Work to complete: Present the count of lines in the entries below that hold "Pasaje", and present nothing else.

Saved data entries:
________________________

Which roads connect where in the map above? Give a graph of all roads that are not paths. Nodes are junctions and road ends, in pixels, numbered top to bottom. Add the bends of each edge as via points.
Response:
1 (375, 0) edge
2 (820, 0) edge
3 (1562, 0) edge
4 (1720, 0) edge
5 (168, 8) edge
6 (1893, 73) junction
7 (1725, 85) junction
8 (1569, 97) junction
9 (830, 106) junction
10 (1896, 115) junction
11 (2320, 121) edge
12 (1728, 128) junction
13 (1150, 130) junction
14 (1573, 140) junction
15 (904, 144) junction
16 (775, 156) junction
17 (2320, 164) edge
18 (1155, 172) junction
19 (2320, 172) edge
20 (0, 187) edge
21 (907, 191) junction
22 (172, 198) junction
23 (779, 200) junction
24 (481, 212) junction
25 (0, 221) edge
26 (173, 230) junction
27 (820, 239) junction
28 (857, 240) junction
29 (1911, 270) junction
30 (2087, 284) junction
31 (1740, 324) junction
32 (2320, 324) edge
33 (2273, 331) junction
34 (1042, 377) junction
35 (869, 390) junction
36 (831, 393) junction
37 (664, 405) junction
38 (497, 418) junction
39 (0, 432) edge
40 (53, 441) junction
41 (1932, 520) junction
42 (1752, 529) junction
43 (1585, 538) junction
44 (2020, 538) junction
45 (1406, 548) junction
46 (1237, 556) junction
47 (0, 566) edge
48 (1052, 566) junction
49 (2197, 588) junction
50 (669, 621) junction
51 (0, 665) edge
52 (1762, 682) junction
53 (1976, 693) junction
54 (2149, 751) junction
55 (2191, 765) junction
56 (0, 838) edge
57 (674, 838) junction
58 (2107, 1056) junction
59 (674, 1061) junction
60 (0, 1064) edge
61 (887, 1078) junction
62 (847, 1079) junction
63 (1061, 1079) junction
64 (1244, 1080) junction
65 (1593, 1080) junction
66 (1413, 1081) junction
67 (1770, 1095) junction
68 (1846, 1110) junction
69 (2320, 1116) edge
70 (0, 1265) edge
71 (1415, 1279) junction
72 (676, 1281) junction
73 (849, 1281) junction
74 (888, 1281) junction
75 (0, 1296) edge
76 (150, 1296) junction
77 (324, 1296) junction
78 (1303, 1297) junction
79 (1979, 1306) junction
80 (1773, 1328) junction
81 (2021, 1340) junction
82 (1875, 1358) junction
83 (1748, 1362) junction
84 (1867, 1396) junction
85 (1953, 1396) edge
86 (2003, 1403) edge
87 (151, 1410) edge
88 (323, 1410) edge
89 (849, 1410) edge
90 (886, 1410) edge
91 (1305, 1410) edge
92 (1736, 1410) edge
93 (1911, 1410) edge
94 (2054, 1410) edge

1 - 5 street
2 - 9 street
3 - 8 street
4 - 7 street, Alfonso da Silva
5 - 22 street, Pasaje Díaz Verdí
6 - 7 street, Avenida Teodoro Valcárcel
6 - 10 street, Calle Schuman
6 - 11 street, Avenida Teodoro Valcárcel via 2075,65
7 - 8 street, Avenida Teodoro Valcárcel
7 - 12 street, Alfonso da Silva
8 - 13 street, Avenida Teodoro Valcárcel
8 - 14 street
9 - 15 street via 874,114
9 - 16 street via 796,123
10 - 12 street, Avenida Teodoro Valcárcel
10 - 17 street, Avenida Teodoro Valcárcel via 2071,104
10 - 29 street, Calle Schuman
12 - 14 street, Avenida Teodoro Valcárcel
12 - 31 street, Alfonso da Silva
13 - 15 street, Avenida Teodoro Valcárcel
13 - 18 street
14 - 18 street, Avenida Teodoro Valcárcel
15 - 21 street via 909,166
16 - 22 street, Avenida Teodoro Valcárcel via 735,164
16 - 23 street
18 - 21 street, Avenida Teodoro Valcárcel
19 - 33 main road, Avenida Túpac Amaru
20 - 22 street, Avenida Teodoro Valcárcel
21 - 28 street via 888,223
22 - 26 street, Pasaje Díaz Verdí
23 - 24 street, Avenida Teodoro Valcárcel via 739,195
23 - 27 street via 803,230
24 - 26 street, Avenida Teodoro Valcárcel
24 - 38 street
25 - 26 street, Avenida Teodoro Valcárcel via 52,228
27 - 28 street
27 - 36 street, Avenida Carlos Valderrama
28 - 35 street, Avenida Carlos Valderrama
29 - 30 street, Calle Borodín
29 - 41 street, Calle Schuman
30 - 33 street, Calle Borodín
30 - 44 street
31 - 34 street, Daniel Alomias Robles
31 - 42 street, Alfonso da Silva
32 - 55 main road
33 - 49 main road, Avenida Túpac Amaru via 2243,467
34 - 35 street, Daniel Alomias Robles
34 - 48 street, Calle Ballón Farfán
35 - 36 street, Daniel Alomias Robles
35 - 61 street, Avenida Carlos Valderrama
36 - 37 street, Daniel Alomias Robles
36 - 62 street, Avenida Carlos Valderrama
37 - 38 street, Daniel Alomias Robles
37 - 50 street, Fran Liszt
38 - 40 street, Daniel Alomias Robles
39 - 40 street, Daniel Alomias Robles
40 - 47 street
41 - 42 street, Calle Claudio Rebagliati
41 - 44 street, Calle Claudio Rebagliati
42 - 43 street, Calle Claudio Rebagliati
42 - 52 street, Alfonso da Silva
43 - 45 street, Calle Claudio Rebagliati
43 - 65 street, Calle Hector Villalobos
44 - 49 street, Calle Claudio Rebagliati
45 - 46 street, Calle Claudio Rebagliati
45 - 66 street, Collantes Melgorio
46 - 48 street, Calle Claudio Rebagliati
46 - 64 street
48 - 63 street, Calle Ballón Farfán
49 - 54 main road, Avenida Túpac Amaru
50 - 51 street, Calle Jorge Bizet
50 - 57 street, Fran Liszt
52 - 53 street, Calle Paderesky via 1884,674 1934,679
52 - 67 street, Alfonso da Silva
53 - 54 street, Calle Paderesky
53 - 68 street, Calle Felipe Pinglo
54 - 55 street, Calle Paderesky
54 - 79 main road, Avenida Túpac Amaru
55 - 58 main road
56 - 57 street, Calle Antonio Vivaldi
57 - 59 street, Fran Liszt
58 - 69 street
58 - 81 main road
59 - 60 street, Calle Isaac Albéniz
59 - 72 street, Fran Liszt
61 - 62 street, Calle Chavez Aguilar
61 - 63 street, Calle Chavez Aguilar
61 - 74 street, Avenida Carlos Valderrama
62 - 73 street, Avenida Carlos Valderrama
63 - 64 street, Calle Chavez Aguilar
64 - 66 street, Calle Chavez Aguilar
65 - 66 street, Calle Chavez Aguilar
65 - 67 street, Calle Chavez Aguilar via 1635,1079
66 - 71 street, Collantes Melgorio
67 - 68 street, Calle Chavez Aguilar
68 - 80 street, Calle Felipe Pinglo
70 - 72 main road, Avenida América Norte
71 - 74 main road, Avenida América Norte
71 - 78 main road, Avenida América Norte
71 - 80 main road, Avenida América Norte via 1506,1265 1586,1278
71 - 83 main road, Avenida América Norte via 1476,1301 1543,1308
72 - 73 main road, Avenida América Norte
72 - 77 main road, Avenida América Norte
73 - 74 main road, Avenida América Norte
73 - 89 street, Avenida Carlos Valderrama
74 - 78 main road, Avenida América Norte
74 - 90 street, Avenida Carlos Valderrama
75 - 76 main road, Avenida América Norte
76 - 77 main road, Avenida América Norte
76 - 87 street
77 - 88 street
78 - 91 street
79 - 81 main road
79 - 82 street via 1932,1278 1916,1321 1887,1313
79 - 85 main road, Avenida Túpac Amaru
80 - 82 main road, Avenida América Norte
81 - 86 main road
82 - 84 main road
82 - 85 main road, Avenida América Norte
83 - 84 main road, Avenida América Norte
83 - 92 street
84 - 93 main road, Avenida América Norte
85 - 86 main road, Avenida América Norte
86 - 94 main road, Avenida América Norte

________________________

Written response: 2